Since the two dominant Nigerian political parties, PDP and APC, unveiled their presidential candidates for the 2015 elections, the choice between Goodluck Jonathan and Muhammadu Buhari has become unavoidable. “Nigerian dilemma” – this is how it was dubbed by the media. I have decided to scrutinize both candidates and find out what Nigeria would look like with each of them at the helm.
The influential foreign media in their recent publications have claimed both options are failed. While the New York Times has described the major candidates as ‘’Nigeria’s miserable choices’’, the Economist of London has found it difficult to endorse any of them. However, finally, they have decided on ‘’ (Buhari) a former military dictator’’ who ‘’is better than a failed incumbent’’. Such claims have created a firestorm of controversy especially among Jonathan’s supporters. Nevertheless, the opinion expressed by the authoritative media has revealed how tough is the choice confronting Nigerians ahead of the polls.
Here is a paradox: it is the failures of the Jonathan’s administration that have actually made the candidacy of Buhari extremely appealing.
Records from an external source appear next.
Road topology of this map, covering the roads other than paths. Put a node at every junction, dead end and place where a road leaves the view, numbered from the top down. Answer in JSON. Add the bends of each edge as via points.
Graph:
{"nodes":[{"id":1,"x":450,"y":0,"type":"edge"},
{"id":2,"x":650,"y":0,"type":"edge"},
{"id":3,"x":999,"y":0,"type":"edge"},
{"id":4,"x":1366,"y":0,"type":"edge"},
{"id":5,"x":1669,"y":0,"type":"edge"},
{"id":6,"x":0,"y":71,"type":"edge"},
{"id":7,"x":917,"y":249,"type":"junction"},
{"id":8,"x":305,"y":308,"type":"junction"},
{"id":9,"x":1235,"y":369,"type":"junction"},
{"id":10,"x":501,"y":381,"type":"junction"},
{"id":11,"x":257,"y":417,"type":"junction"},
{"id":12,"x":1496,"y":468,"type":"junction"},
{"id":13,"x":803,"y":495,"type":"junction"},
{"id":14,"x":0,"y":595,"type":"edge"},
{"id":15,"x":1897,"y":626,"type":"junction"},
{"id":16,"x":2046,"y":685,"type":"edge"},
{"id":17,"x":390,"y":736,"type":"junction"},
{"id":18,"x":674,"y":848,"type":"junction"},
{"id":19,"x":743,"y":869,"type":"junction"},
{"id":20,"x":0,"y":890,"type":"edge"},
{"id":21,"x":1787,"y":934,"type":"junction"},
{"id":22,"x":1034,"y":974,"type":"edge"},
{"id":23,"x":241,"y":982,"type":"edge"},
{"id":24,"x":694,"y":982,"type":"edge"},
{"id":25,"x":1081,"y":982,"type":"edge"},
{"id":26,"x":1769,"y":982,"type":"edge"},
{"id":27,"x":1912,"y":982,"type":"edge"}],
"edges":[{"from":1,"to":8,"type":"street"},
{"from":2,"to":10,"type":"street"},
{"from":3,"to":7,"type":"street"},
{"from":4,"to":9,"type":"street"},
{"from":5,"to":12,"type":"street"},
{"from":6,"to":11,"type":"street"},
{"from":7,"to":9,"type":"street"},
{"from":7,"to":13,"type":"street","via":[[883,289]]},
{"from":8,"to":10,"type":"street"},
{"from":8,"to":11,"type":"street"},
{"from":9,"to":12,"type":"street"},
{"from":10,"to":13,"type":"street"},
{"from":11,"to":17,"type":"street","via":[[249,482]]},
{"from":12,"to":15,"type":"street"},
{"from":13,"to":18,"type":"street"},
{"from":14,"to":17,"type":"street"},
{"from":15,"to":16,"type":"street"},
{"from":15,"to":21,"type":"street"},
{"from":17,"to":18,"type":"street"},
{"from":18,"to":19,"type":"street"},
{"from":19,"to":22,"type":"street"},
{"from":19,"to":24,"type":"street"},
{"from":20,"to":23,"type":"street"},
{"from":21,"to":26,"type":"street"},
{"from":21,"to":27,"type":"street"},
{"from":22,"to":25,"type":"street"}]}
The New York Times has stated “that (Buhari) has emerged as potential winner is more of an indictment of Mr Jonathan’s dismal rule than a recognition of the former military chief’s appeal”. In essence, Jonathan’s incapability has contributed to Buhari’s brand much more than the fact he was a president three decades ago.
Thus, what would the life of Nigerians look like if Buhari wins? Would he be the knight in the shiny armour fighting all our troubles away? Undoubtedly, Gen. Buhari with his ascetic, Spartan, uncorrupted personality stands out against President Jonathan who has deliberately encouraged corruption by defining it as ‘’ordinary stealing much to consternation of Nigerians”.
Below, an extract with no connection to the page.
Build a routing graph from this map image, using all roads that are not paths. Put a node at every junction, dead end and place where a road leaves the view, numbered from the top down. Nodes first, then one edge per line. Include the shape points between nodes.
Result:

Buhari has declared: ‘’There will be no confusion as to where I stand. Corruption will have no place and the corrupt will not be appointed into my administration. First and foremost, we will plug the holes in the budgetary process. Revenue producing entities such as NNPC and Customs and Excise will have one set of books only. Their revenues will be publicly disclosed and regularly audited. The institutions of state dedicated to fighting corruption will be given independence and prosecutorial authority without political interference”. However, his decision not to investigate the past corruption crimes is rather confusing. Does this mean the old sins will all be written off? What will happen to the billions of stolen money? Won’t Buhari’s anti-corruption war be a clean sweep?
One more worrisome aspect of Jonathan’s administration is the aggravation of social and economic inequality. According to the World Bank about 100 million Nigerians are living below the poverty line. While addressing this issue in London, Muhammadu Buhari stated: ‘’The current administration has created two economies in one country, a sorry tale of two nations: one economy for a few who have so much in their tiny island of prosperity; and the other economy for the many who have so little in their vast ocean of misery’’. Possessing the reputation of a friend of the poor, Buhari would be able to introduce policies that will help eliminate poverty.
As for Boko Haram reign in the north of Nigeria Buhari has vowed that ‘’no inch of Nigerian territory will ever be lost to the enemy because we will pay special attention to the welfare of our soldiers in and out of service, we will give them adequate and modern arms and ammunitions to work with, we will improve intelligence gathering and border controls to choke Boko Haram’s financial and equipment channels, we will be tough on terrorism and tough on its root causes’’.
President Jonathan administration’s economic policies have all been mired by the ever-aggravating corruption. Gen. Buhari has promised to ‘’use the proceeds recovered from corruption to fund our party’s social investments programmes in education, health, and safety nets such as free school meals for children, emergency public works for unemployed youth and pensions for the elderly’’.
If Buhari wins, things won’t be so easy for him. First he will have to deal with elements in his own party who were part of the system he is trying to change. He will also have to get his reforms through to the National Assembly. But I am absolutely sure about one thing: Buhari is perfectly cut out for the Presidency.